Delaying DPT Vaccination May Reduce Incidence of Childhood Asthma 

Medscape News. Laurie Barclay, MD. April 14, 2008. J Allergy Clin Immunol. 2008;121:626-631.

  

Childhood asthma is reduced by half when the first dose of diphtheria, pertussis, and tetanus (DPT) is delayed by more than 2 months vs given during the recommended period, according to the results of a retrospective longitudinal study reported in the March issue of the Journal of Allergy & Clinical Immunology.

“Early childhood immunizations have been viewed as promoters of asthma development by stimulating a TH2-type immune response or decreasing microbial pressure, which shifts the balance between TH1 and TH2 immunity,” write Kara L. McDonald, MSc, from the University of Manitoba in Winnipeg, Manitoba, Canada, and colleagues. “Differing time schedules for childhood immunizations may explain the discrepant findings of an association with asthma reported in observational studies. This research was undertaken to determine whether timing of diphtheria, pertussis, tetanus (DPT) immunization has an effect on the development of childhood asthma by age 7 years.”

The investigators analyzed data from the complete immunization and healthcare records of a cohort of children born in Manitoba in 1995, from birth until age 7 years. Using multivariable logistic regression, they computed the adjusted odds ratio for asthma at age 7 years according to the timing of DPT immunization.

Among 11,531 children who received at least 4 doses of DPT, the risk for asthma was halved in children in whom administration of the first dose of DPT was delayed by more than 2 months. For children with delays in administration of all 3 doses, the likelihood of asthma was 0.39 (95% confidence interval [CI], 0.18 – 0.86).

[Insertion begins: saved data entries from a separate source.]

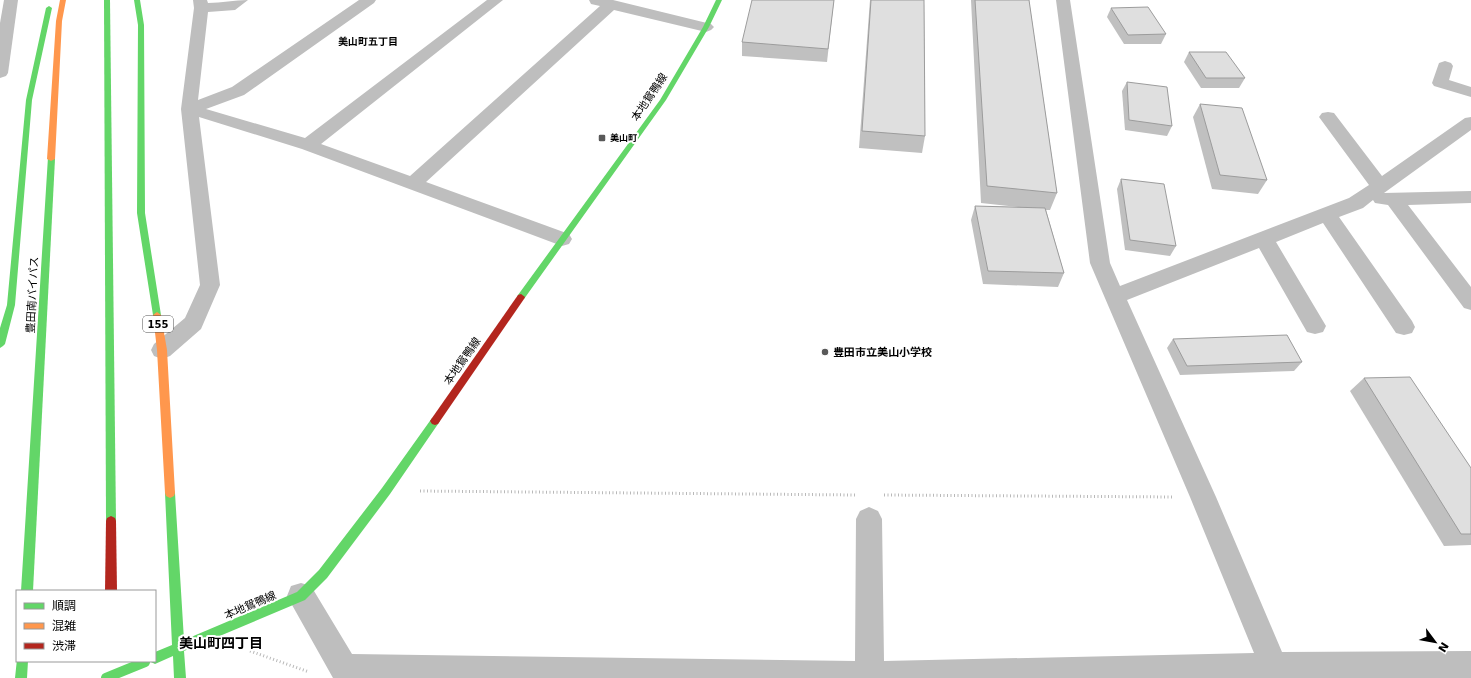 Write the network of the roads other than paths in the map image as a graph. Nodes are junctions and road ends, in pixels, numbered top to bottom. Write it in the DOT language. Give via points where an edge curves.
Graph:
graph roads {
  1 [pos="11,0"];
  2 [pos="50,0"];
  3 [pos="63,0"];
  4 [pos="107,0"];
  5 [pos="137,0"];
  6 [pos="241,0"];
  7 [pos="369,0"];
  8 [pos="496,0"];
  9 [pos="594,0"];
  10 [pos="719,0"];
  11 [pos="1063,0"];
  12 [pos="201,4"];
  13 [pos="611,4"];
  14 [pos="706,28"];
  15 [pos="1445,66"];
  16 [pos="0,73"];
  17 [pos="1471,92"];
  18 [pos="189,109"];
  19 [pos="1328,117"];
  20 [pos="1471,122"];
  21 [pos="308,145"];
  22 [pos="414,183"];
  23 [pos="1386,193"];
  24 [pos="1471,197"];
  25 [pos="1327,214"];
  26 [pos="562,238"];
  27 [pos="1264,239"];
  28 [pos="1116,296"];
  29 [pos="1471,302"];
  30 [pos="1315,326"];
  31 [pos="1404,327"];
  32 [pos="0,344"];
  33 [pos="162,350"];
  34 [pos="869,503"];
  35 [pos="27,590"];
  36 [pos="112,590"];
  37 [pos="301,596"];
  38 [pos="178,649"];
  39 [pos="156,658"];
  40 [pos="22,662"];
  41 [pos="147,662"];
  42 [pos="1471,666"];
  43 [pos="110,667"];
  44 [pos="1269,671"];
  45 [pos="342,673"];
  46 [pos="870,676"];
  47 [pos="21,678"];
  48 [pos="106,678"];
  49 [pos="110,678"];
  50 [pos="180,678"];
  1 -- 16 [label="street"];
  2 -- 32 [label="main road" via="30,100 11,305"];
  3 -- 35 [label="main road, 豊田南バイパス" via="59,21 53,115"];
  4 -- 36 [label="main road"];
  5 -- 33 [label="main road, 155" via="141,25 141,213"];
  6 -- 12 [label="street" via="230,7"];
  7 -- 18 [label="street" via="238,91"];
  8 -- 21 [label="street"];
  9 -- 13 [label="street"];
  10 -- 14 [label="main road, 本地鴛鴨線"];
  11 -- 28 [label="street" via="1100,262"];
  12 -- 18 [label="street"];
  13 -- 14 [label="street"];
  13 -- 22 [label="street"];
  14 -- 26 [label="main road, 本地鴛鴨線" via="663,100"];
  15 -- 17 [label="street" via="1440,83"];
  18 -- 21 [label="street"];
  18 -- 33 [label="street" via="210,285 193,323"];
  19 -- 23 [label="street"];
  20 -- 23 [label="street"];
  21 -- 22 [label="street"];
  22 -- 26 [label="street"];
  23 -- 24 [label="street"];
  23 -- 25 [label="street"];
  23 -- 29 [label="street"];
  25 -- 27 [label="street"];
  25 -- 31 [label="street"];
  26 -- 37 [label="main road, 本地鴛鴨線" via="386,491 323,574"];
  27 -- 28 [label="street"];
  27 -- 30 [label="street"];
  28 -- 44 [label="street" via="1203,497"];
  33 -- 38 [label="main road, 155"];
  34 -- 46 [label="street"];
  37 -- 38 [label="main road, 本地鴛鴨線"];
  37 -- 45 [label="street"];
  38 -- 39 [label="main road, 本地鴛鴨線"];
  38 -- 50 [label="main road, 155"];
  40 -- 47 [label="main road"];
  41 -- 48 [label="main road, bridge"];
  42 -- 44 [label="street"];
  43 -- 49 [label="main road"];
  44 -- 46 [label="street"];
  45 -- 46 [label="street"];
}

“We found a negative association between delay in administration of the first dose of whole-cell DPT immunization in childhood and the development of asthma; the association was greater with delays in all of the first 3 doses,” the study authors write. “The mechanism for this phenomenon requires further research.”

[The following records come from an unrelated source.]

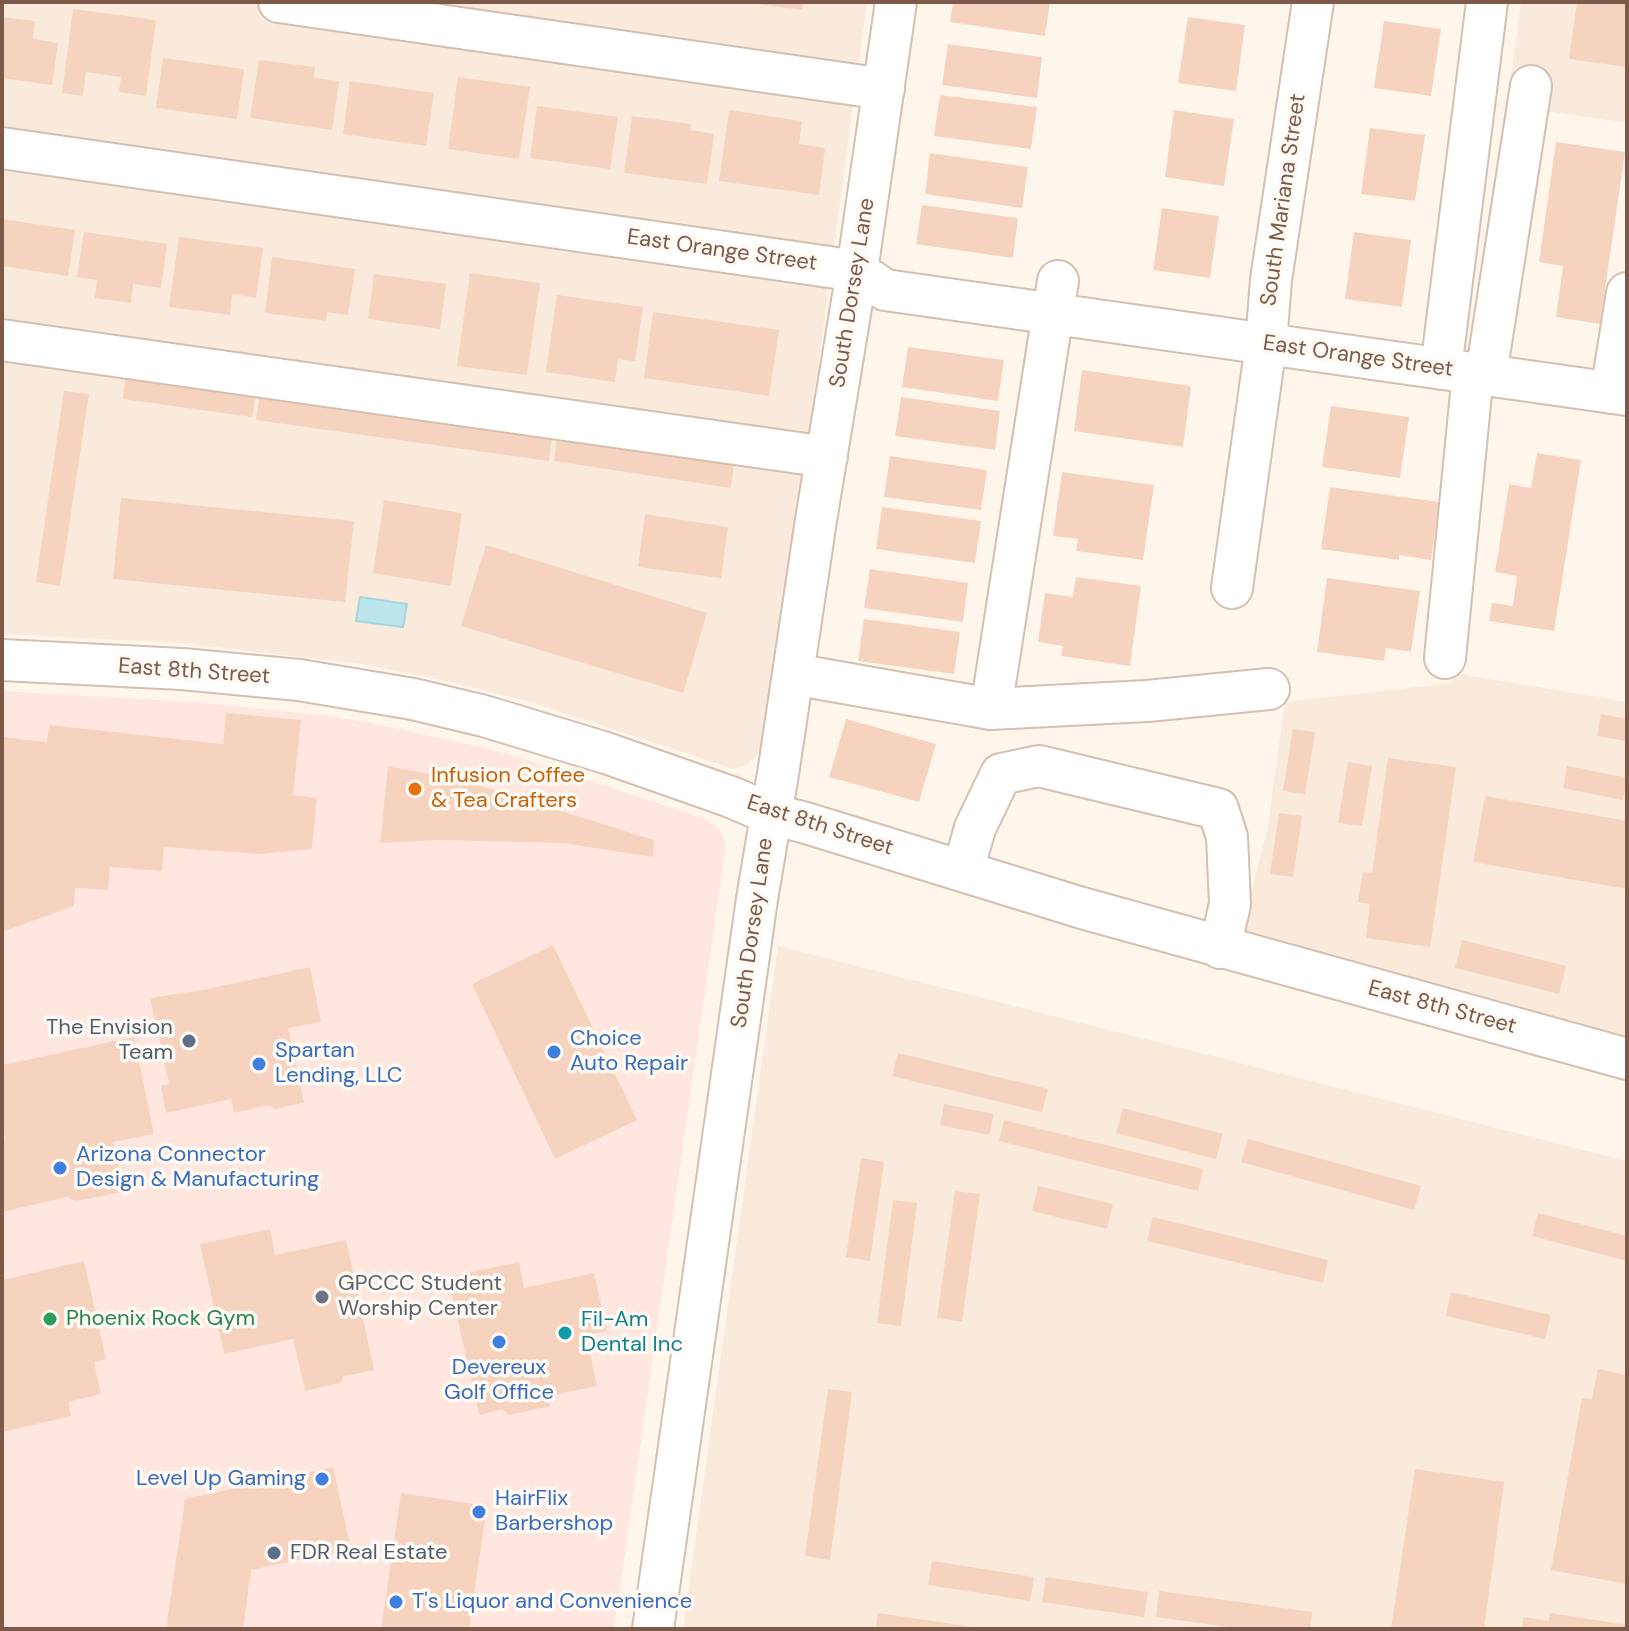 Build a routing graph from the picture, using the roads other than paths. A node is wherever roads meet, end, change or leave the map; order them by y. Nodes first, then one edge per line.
1 (279, 2) edge
2 (896, 2) edge
3 (1313, 2) edge
4 (1487, 2) edge
5 (1531, 86) dead end
6 (884, 89) junction
7 (2, 148) edge
8 (857, 271) junction
9 (1627, 293) edge
10 (1056, 298) junction
11 (2, 340) edge
12 (1266, 344) junction
13 (1466, 373) junction
14 (1619, 394) edge
15 (827, 457) junction
16 (1232, 588) dead end
17 (1445, 658) dead end
18 (2, 660) edge
19 (793, 674) junction
20 (1269, 689) dead end
21 (991, 709) junction
22 (771, 814) junction
23 (963, 871) junction
24 (1220, 948) junction
25 (1627, 1059) edge
26 (653, 1629) edge

1 - 6 street
2 - 6 street, South Dorsey Lane
3 - 12 street, South Mariana Street
4 - 13 street
5 - 13 street
6 - 8 street, South Dorsey Lane
7 - 8 street, East Orange Street
8 - 10 street, East Orange Street
8 - 15 street, South Dorsey Lane
9 - 14 street
10 - 12 street, East Orange Street
10 - 21 street
11 - 15 street
12 - 13 street, East Orange Street
12 - 16 street, South Mariana Street
13 - 14 street, East Orange Street
13 - 17 street
15 - 19 street, South Dorsey Lane
18 - 22 street, East 8th Street
19 - 21 street
19 - 22 street, South Dorsey Lane
20 - 21 street
22 - 23 street, East 8th Street
22 - 26 street, South Dorsey Lane
23 - 24 street, East 8th Street
23 - 24 street
24 - 25 street, East 8th Street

Limitations of this study include possible ascertainment bias; findings not yet confirmed with the diphtheria, acellular pertussis, tetanus (DaPT) vaccine; and inability to refute the issue of early-life infections as an explanation for the association between delayed immunization and protection against the development of asthma.

“Further study is vital to gain a detailed understanding of the relationship between vaccination and allergic disease, because a perception that vaccination is harmful may have an adverse effect on the effectiveness of immunization programs,” the study authors conclude.

The Canadian Institutes of Health Research supported this study. Some of the authors have disclosed various financial relationships with the Western Regional Training Center for Health Services Research, the National Training Program in Allergy and Asthma, the Canadian Institutes of Health Research, Allergen, and/or Novartis.

Epidemiologic evidence linking DPT immunizations to childhood asthma is inconsistent. Some studies show an increased or decreased risk of developing asthma, whereas others show no association. This study assessed whether timing of DPT vaccination affects the risk of developing childhood asthma by age 7 years.